Limited sample size and its structure: One of the main limitations of our study is the sample size and the small number of clinical variants of JIA. Although enough patients were included in the analysis, a larger sample could have improved statistical power and provided more reliable results when analyzing subgroups.
Single-center study: Patients undergoing inpatient treatment at one federal center (V.A. Nasonova Institute of Rheumatology) were included; outpatient patients and children observed at their residences by regional rheumatologists were not included. Differences in treatment methods, available resources, and patient populations may affect the generalization of our findings.
Unbalanced sample: The predominance of patients with high disease activity at the start of biological therapy may create a bias in assessing response predictors because initially, more severe cases have less reserve to achieve remission. The article’s authors could not influence the timing of the diagnosis, the appointment of therapy with non-biological DMARDs, or the timing of treatment at the research organization. These factors could have influenced the damage index’s presence and appearance.
Short-term follow-up: The effectiveness of biologic therapy was evaluated after 6-12 months, which is insufficient to analyze long-term outcomes such as damage progression or sustained response to therapy and limits understanding of predicting the course of JIA.

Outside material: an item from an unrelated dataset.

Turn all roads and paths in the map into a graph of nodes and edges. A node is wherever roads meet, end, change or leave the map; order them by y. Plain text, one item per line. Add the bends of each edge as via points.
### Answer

The lack of randomization and a control group of patients on biological therapy or those who do not need it limits the possibility of establishing causal relationships between the JADI index and the response to biological therapy.

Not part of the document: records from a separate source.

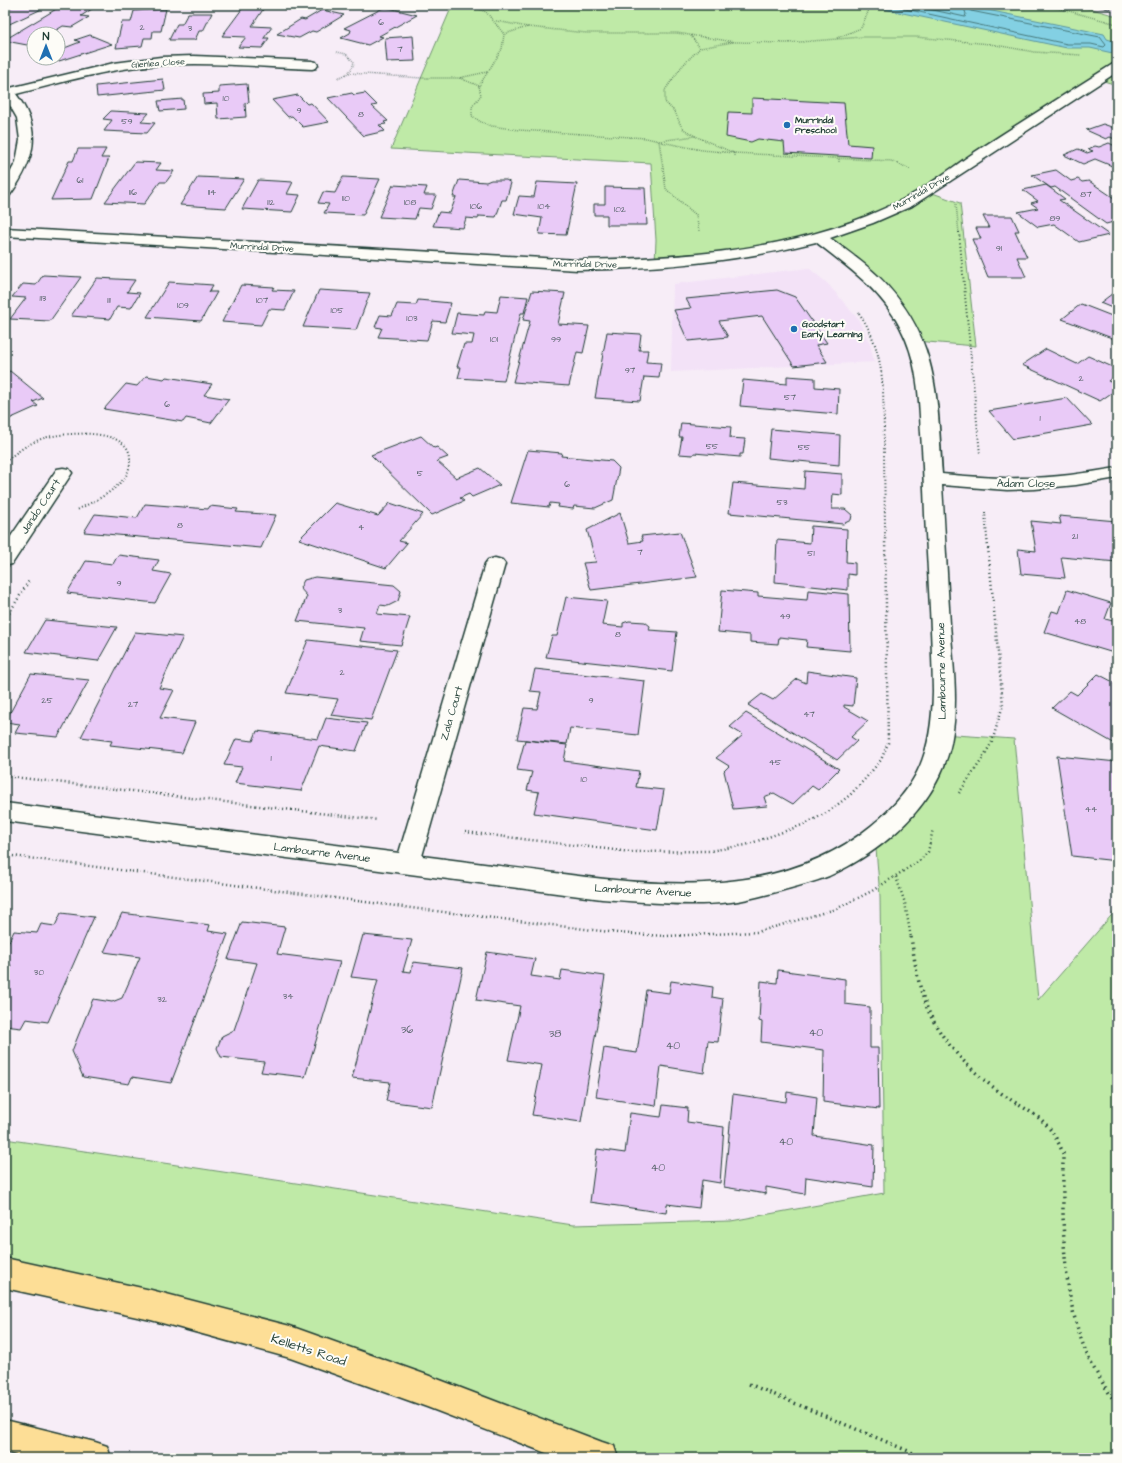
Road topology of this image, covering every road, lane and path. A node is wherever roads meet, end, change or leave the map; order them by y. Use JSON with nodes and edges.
{"nodes":[{"id":1,"x":470,"y":5,"type":"edge"},
{"id":2,"x":871,"y":5,"type":"edge"},
{"id":3,"x":1046,"y":5,"type":"edge"},
{"id":4,"x":495,"y":21,"type":"junction"},
{"id":5,"x":1117,"y":24,"type":"edge"},
{"id":6,"x":528,"y":27,"type":"junction"},
{"id":7,"x":504,"y":34,"type":"junction"},
{"id":8,"x":691,"y":36,"type":"junction"},
{"id":9,"x":833,"y":39,"type":"junction"},
{"id":10,"x":735,"y":42,"type":"junction"},
{"id":11,"x":700,"y":48,"type":"junction"},
{"id":12,"x":1083,"y":55,"type":"dead end"},
{"id":13,"x":312,"y":66,"type":"dead end"},
{"id":14,"x":1117,"y":67,"type":"edge"},
{"id":15,"x":487,"y":72,"type":"junction"},
{"id":16,"x":349,"y":73,"type":"dead end"},
{"id":17,"x":459,"y":78,"type":"junction"},
{"id":18,"x":479,"y":86,"type":"junction"},
{"id":19,"x":6,"y":91,"type":"edge"},
{"id":20,"x":695,"y":136,"type":"junction"},
{"id":21,"x":659,"y":141,"type":"junction"},
{"id":22,"x":734,"y":153,"type":"junction"},
{"id":23,"x":734,"y":156,"type":"dead end"},
{"id":24,"x":839,"y":159,"type":"junction"},
{"id":25,"x":839,"y":163,"type":"dead end"},
{"id":26,"x":906,"y":174,"type":"dead end"},
{"id":27,"x":5,"y":192,"type":"edge"},
{"id":28,"x":956,"y":203,"type":"dead end"},
{"id":29,"x":5,"y":232,"type":"edge"},
{"id":30,"x":700,"y":235,"type":"dead end"},
{"id":31,"x":819,"y":238,"type":"junction"},
{"id":32,"x":856,"y":309,"type":"dead end"},
{"id":33,"x":980,"y":454,"type":"dead end"},
{"id":34,"x":63,"y":473,"type":"dead end"},
{"id":35,"x":1117,"y":473,"type":"edge"},
{"id":36,"x":934,"y":479,"type":"junction"},
{"id":37,"x":984,"y":511,"type":"dead end"},
{"id":38,"x":5,"y":560,"type":"edge"},
{"id":39,"x":495,"y":564,"type":"dead end"},
{"id":40,"x":5,"y":776,"type":"edge"},
{"id":41,"x":957,"y":796,"type":"dead end"},
{"id":42,"x":5,"y":812,"type":"edge"},
{"id":43,"x":378,"y":820,"type":"dead end"},
{"id":44,"x":934,"y":827,"type":"dead end"},
{"id":45,"x":465,"y":832,"type":"dead end"},
{"id":46,"x":5,"y":855,"type":"edge"},
{"id":47,"x":408,"y":863,"type":"junction"},
{"id":48,"x":896,"y":877,"type":"junction"},
{"id":49,"x":5,"y":1273,"type":"edge"},
{"id":50,"x":748,"y":1384,"type":"dead end"},
{"id":51,"x":1117,"y":1405,"type":"edge"},
{"id":52,"x":5,"y":1436,"type":"edge"},
{"id":53,"x":95,"y":1458,"type":"edge"},
{"id":54,"x":602,"y":1458,"type":"edge"},
{"id":55,"x":925,"y":1458,"type":"edge"}],
"edges":[{"from":1,"to":4,"type":"path"},
{"from":2,"to":9,"type":"path"},
{"from":3,"to":5,"type":"path"},
{"from":4,"to":6,"type":"path"},
{"from":4,"to":7,"type":"path"},
{"from":6,"to":7,"type":"path"},
{"from":6,"to":8,"type":"path"},
{"from":7,"to":15,"type":"path"},
{"from":8,"to":10,"type":"path"},
{"from":8,"to":11,"type":"path"},
{"from":9,"to":10,"type":"path"},
{"from":9,"to":12,"type":"path"},
{"from":10,"to":11,"type":"path"},
{"from":11,"to":20,"type":"path"},
{"from":13,"to":19,"type":"street","name":"Glenlea Close"},
{"from":14,"to":31,"type":"street","name":"Murrindal Drive"},
{"from":15,"to":17,"type":"path"},
{"from":15,"to":18,"type":"path"},
{"from":16,"to":17,"type":"path"},
{"from":17,"to":18,"type":"path"},
{"from":18,"to":21,"type":"path"},
{"from":19,"to":27,"type":"street"},
{"from":20,"to":21,"type":"path"},
{"from":20,"to":22,"type":"path"},
{"from":21,"to":22,"type":"path"},
{"from":21,"to":30,"type":"path"},
{"from":22,"to":23,"type":"path"},
{"from":22,"to":24,"type":"path"},
{"from":24,"to":25,"type":"path"},
{"from":24,"to":26,"type":"path"},
{"from":28,"to":33,"type":"path"},
{"from":29,"to":31,"type":"street","name":"Murrindal Drive"},
{"from":31,"to":36,"type":"street","name":"Lambourne Avenue"},
{"from":32,"to":45,"type":"path"},
{"from":34,"to":38,"type":"street","name":"Jando Court"},
{"from":35,"to":36,"type":"street","name":"Adam Close"},
{"from":36,"to":47,"type":"street","name":"Lambourne Avenue"},
{"from":37,"to":41,"type":"path"},
{"from":39,"to":47,"type":"street","name":"Zala Court"},
{"from":40,"to":43,"type":"path"},
{"from":42,"to":47,"type":"street","name":"Lambourne Avenue"},
{"from":44,"to":48,"type":"path"},
{"from":46,"to":48,"type":"path"},
{"from":48,"to":51,"type":"path"},
{"from":49,"to":54,"type":"main road","name":"Kelletts Road"},
{"from":50,"to":55,"type":"path"},
{"from":52,"to":53,"type":"main road"}]}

Methodological limitations of assessment tools: The JADI index evaluates clinically apparent lesions but does not consider early predictors of progression (for example, subclinical inflammation according to MRI data), leading to an underestimation of the role of preclinical changes.

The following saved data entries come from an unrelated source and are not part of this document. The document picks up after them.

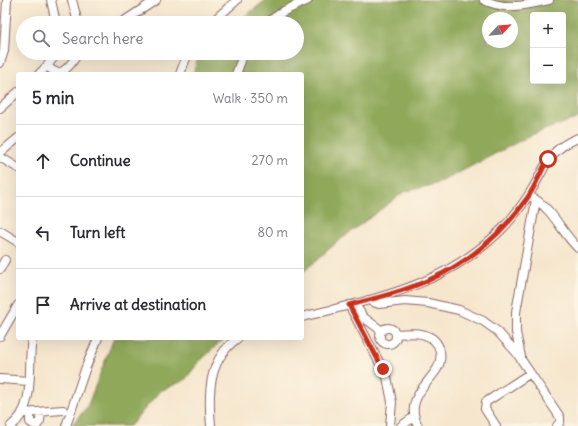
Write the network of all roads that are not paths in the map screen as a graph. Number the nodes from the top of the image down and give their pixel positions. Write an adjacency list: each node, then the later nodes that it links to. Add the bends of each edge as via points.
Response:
1 (7, 0): 18 (lane, via 4,51)
2 (51, 0): 9 (lane)
3 (72, 0): 10 (lane)
4 (156, 0): 11 (lane)
5 (236, 0): 12 (lane)
6 (308, 0): 13 (lane)
7 (484, 0): 8 (lane, via 512,7)
8 (549, 0)
9 (54, 16)
10 (76, 16)
11 (132, 16)
12 (219, 16)
13 (276, 16)
14 (52, 60): 19 (lane)
15 (73, 60): 22 (lane, via 62,71)
16 (185, 60): 23 (lane)
17 (241, 60): 24 (lane)
18 (0, 63)
19 (47, 66): 20 (lane); 21 (lane)
20 (41, 72)
21 (56, 72)
22 (56, 72)
23 (181, 72)
24 (237, 72)
25 (16, 94): 26 (lane)
26 (0, 108)
27 (578, 138): 32 (lane, via 560,147 545,163)
28 (16, 140): 29 (lane)
29 (0, 153)
30 (0, 157): 31 (lane)
31 (16, 167)
32 (532, 198): 35 (lane, via 554,217); 38 (lane, via 482,247 458,264 431,279); 48 (lane, via 516,312 517,337)
33 (0, 231): 34 (lane)
34 (16, 241)
35 (578, 248)
36 (5, 260): 37 (lane)
37 (0, 269)
38 (368, 300): 39 (lane); 48 (lane, via 379,304 405,301 428,303 467,314 497,331)
39 (352, 305): 41 (lane); 42 (lane); 59 (lane, via 387,377 392,402)
40 (16, 308): 44 (lane)
41 (304, 317)
42 (382, 331): 43 (lane, via 388,328); 43 (lane, via 381,339 387,344 394,341)
43 (396, 334): 55 (lane, via 428,336 437,345 440,353 437,369 415,400)
44 (0, 336)
45 (32, 340): 51 (lane)
46 (97, 340): 58 (lane)
47 (236, 340): 56 (lane, via 215,365 210,397)
48 (522, 361): 49 (lane)
49 (529, 374): 62 (lane, via 486,402 485,409); 63 (lane, via 560,417)
50 (0, 380): 51 (lane)
51 (29, 382): 54 (lane)
52 (63, 410): 53 (lane)
53 (41, 412): 54 (lane); 54 (lane, via 40,421 36,425 30,422)
54 (26, 413): 57 (lane)
55 (414, 417): 60 (lane); 61 (lane)
56 (211, 425)
57 (11, 426)
58 (66, 426)
59 (390, 426)
60 (401, 426)
61 (418, 426)
62 (496, 426)
63 (557, 426)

Statistical limitations: Analyzing multiple predictors (for example, JADI-A“+”, JIA duration > 3 years) without correction for multiple comparisons increases the risk of false positive associations. Insufficient detail of the interaction between risk factors (for example, the collinearity of JADI-A and erosions on MRI) can distort the contribution of individual variables to the model.
The abovementioned factors make it difficult to extrapolate the results to a broader population of patients with various forms and degrees of disease severity.
Our findings demonstrate that baseline structural damage assessed by JADI serves as an independent predictor of diminished therapeutic response to bDMARDs, greater functional disability progression and reduced remission rates in JIA. JADI as a risk stratification tool enables timely treatment intensification, including earlier bDMARD initiation in high-risk patients, personalized monitoring protocols when combined with ILAR category, MRI erosion status, and JADAS71 trajectories. Incorporating JADI into standard monitoring improves predictive accuracy beyond conventional tools. The JADI index enhances clinical decision-making through earlier intervention before irreversible damage occurs, objective tracking of structural outcomes and family-centered counseling about long-term risks. This evidence supports JADI’s role as a complementary tool in a modern JIA management paradigm.